VMware vSAN vs. SAN: What are the differences?
VMware vSAN differs from a traditional SAN in a few crucial ways, including pooled vs. isolated storage, access management and optimization for different types of environments.
A traditional storage area network is a dedicated high-speed network that partitions storage resources from a centralized storage array, whereas VMware's software-defined virtual SAN -- vSAN -- logically pools storage resources across the servers in a network and runs on a vSphere hypervisor. It enables you to define storage requirements, including performance and availability, for an entire cluster, and automatically administers and maintains these policies.
These differences and several others mean that a traditional SAN and VMware vSAN can create vastly disparate storage networking experiences for administrators.
What is a storage area network?
A traditional SAN works by moving storage resources off the common network and onto an independent, high-performance network so that each server can more easily and efficiently access shared storage. Organizations often use SANs for distributed applications that require fast local network performance, but a traditional SAN also improves application performance, consolidation of resources, data protection and business continuity strategies. For example, a SAN can help improve workload availability by enabling a different server on the network to access the same storage as a failed server or one that is offline for maintenance. It can run in many different types of data centers and can work with both bare-metal and virtualized environments.
When a host must access a SAN storage device, it first sends out a block-based access request.
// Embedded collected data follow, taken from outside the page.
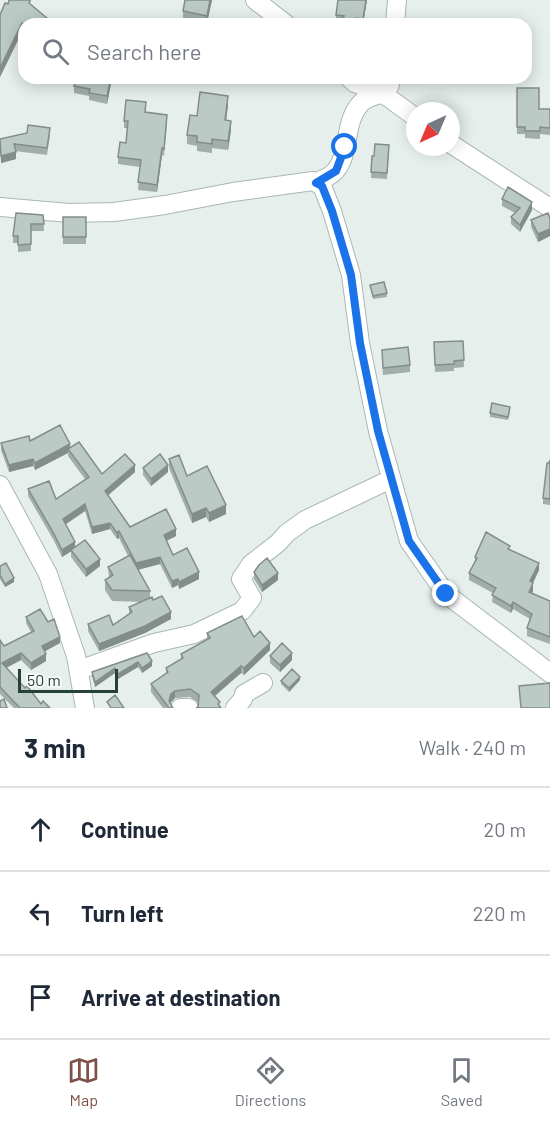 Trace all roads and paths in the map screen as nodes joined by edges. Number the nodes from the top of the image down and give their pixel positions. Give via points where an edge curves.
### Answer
1 (255, 0) edge
2 (397, 0) edge
3 (278, 18) edge
4 (396, 18) edge
5 (365, 84) edge
6 (386, 86) edge
7 (406, 107) edge
8 (460, 150) edge
9 (316, 183) junction
10 (0, 207) edge
11 (550, 207) edge
12 (391, 479) junction
13 (0, 485) edge
14 (79, 670) junction
15 (550, 673) edge
16 (263, 683) dead end
17 (85, 708) edge
18 (180, 708) edge
19 (189, 708) edge
20 (235, 708) edge

1 - 3 street
2 - 4 street
5 - 6 street
6 - 7 street
6 - 9 street via 357,108 336,171
8 - 11 street
9 - 10 street via 232,192 114,212
9 - 12 street via 322,186 332,211 351,275 364,365
12 - 14 street via 305,520 251,564 241,579 252,598 242,610 194,634 154,643
12 - 15 street via 409,541 446,594
13 - 14 street via 48,574
14 - 17 street
16 - 20 street via 244,694
18 - 19 street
That request is packaged according to the rules of Fibre Channel protocol, and the host bus adapter transmits the FC request to the SAN. One of the SAN switches then receives the request and sends it to the storage processor, which then sends it on to the storage device and grants the host access.
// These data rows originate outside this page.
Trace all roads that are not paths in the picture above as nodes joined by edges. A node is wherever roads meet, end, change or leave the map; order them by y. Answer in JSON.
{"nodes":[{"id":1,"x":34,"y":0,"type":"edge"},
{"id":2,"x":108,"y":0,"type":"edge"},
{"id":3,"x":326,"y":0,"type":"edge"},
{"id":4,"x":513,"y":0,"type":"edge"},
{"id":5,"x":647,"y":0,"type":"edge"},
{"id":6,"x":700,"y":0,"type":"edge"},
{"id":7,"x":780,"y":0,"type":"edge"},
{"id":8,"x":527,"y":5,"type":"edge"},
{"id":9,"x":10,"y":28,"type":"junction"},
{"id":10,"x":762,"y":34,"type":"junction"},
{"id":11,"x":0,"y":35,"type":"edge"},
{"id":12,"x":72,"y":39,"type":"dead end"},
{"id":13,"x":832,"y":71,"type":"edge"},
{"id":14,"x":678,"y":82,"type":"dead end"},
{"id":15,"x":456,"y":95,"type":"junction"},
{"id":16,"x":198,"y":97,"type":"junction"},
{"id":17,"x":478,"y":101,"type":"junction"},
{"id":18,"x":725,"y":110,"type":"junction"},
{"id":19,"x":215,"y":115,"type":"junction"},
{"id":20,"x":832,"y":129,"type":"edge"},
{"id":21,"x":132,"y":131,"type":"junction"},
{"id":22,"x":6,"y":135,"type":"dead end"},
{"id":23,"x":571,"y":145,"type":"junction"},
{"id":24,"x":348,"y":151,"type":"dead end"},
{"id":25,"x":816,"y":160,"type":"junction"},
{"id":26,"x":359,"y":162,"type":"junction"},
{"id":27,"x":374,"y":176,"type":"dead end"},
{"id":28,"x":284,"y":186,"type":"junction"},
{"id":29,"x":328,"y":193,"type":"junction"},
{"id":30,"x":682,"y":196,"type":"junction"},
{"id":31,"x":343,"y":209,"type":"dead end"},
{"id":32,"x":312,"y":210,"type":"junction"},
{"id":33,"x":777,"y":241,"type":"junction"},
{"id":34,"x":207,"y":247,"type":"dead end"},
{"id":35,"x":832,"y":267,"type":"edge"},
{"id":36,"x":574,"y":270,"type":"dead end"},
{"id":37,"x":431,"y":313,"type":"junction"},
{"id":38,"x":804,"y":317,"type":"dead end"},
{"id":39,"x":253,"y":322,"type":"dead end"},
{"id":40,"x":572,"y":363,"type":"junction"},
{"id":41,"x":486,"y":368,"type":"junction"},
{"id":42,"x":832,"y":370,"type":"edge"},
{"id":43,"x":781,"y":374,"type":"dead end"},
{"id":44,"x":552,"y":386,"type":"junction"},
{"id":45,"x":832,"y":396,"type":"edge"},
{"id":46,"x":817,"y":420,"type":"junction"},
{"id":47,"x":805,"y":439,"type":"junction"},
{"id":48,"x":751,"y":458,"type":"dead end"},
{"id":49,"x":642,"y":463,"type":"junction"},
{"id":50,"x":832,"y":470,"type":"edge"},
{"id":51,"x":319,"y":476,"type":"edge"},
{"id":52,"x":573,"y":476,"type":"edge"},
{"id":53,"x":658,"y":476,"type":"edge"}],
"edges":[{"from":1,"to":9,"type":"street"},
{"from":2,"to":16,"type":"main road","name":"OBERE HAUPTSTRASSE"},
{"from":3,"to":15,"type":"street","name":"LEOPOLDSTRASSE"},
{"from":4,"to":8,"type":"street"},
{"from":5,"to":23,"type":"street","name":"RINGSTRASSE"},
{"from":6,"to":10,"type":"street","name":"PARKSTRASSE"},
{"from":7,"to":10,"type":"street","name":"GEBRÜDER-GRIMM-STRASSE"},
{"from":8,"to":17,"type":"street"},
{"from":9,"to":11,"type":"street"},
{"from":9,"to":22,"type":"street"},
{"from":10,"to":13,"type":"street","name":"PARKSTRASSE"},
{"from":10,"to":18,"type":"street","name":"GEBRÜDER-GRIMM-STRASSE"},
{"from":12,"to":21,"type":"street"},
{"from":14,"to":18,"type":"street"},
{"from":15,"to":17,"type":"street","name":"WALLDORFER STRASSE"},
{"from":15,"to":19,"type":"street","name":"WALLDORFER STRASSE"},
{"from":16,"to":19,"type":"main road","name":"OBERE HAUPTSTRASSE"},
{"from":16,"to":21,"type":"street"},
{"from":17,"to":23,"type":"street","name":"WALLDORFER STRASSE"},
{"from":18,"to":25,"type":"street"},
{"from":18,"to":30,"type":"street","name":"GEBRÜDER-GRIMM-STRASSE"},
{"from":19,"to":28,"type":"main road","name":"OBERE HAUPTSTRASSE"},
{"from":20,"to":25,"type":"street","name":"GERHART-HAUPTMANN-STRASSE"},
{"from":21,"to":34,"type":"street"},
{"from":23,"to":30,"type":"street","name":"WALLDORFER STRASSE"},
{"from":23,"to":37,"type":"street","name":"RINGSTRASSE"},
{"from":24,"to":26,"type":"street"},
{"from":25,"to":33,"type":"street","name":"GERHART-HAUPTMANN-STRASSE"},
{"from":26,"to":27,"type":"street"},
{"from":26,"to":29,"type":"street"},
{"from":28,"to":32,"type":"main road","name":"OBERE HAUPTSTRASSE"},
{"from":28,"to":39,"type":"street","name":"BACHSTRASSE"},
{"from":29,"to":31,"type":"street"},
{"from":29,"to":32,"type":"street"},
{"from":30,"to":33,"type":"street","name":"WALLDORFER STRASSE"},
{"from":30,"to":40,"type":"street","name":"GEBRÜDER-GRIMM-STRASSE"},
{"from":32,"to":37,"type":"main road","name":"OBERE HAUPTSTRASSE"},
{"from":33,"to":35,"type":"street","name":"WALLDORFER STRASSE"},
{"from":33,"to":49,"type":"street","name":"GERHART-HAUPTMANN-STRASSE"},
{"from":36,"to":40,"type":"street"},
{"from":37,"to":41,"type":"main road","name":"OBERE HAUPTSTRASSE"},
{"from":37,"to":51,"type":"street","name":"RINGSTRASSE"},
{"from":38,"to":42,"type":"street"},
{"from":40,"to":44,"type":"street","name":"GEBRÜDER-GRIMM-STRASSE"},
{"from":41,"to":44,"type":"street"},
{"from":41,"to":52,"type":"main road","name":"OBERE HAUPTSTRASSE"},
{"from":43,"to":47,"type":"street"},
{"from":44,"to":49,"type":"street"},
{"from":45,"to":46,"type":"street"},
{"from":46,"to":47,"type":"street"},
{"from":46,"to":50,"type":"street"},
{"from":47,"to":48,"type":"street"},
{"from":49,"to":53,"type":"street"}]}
How does a vSAN differ from a traditional SAN?
A vSAN enables a storage manager to turn unused storage capacity in a network's virtual servers into a SAN. It acts as a logical partition in a SAN and can isolate traffic within specific portions of a SAN. Essentially, it boosts the capabilities of a traditional SAN through virtualization.
A vSAN is an Ethernet-based block-I/O platform. It simplifies administrative work and lowers costs compared to a nonvirtual SAN but can be difficult to scale. It uses a logical unit number system of virtual disks with a server-based file system.
How does VMware vSAN differ from traditional SAN technology?
VMware vSAN is a unique storage virtualization product from VMware -- not simply a vSAN designed by VMware -- that runs in a VMware vSphere environment. VMware vSAN differs from a traditional SAN in several key ways. Rather than segregating storage like a traditional SAN, VMware vSAN allows administrators to keep storage distributed across servers and logically pools those resources. VMware vSAN integrates with the vSphere hypervisor, and you can manage it through the vSphere Web client.
VMware vSAN pools hard drives and flash storage from a cluster of ESXi hosts as a data store for VMs. VMware vSAN runs independently of other SANs, which adds both security and stability.
Organizations can use VMware vSAN with their preexisting storage -- so long as that storage is on VMware's hardware compatibility list -- without buying additional hardware, which can make VMware vSAN more cost-effective if organizations have servers with local storage. All VMware vSAN requires by way of hardware is a server with at least a 1 Gb Ethernet network interface card and either a serial-attached SCSI adapter or a RAID controller with at least one flash disk. VMware vSAN can use solid-state drives for read/write caching and hard disks for primary storage.
However, data centers that use multiple hypervisors, such as KVM and Hyper-V, can't access the clustered storage VMware vSAN creates, because it's designed to work specifically with vSphere. Organizations running a multi-hypervisor environment might struggle to implement VMware vSAN to handle all their storage needs.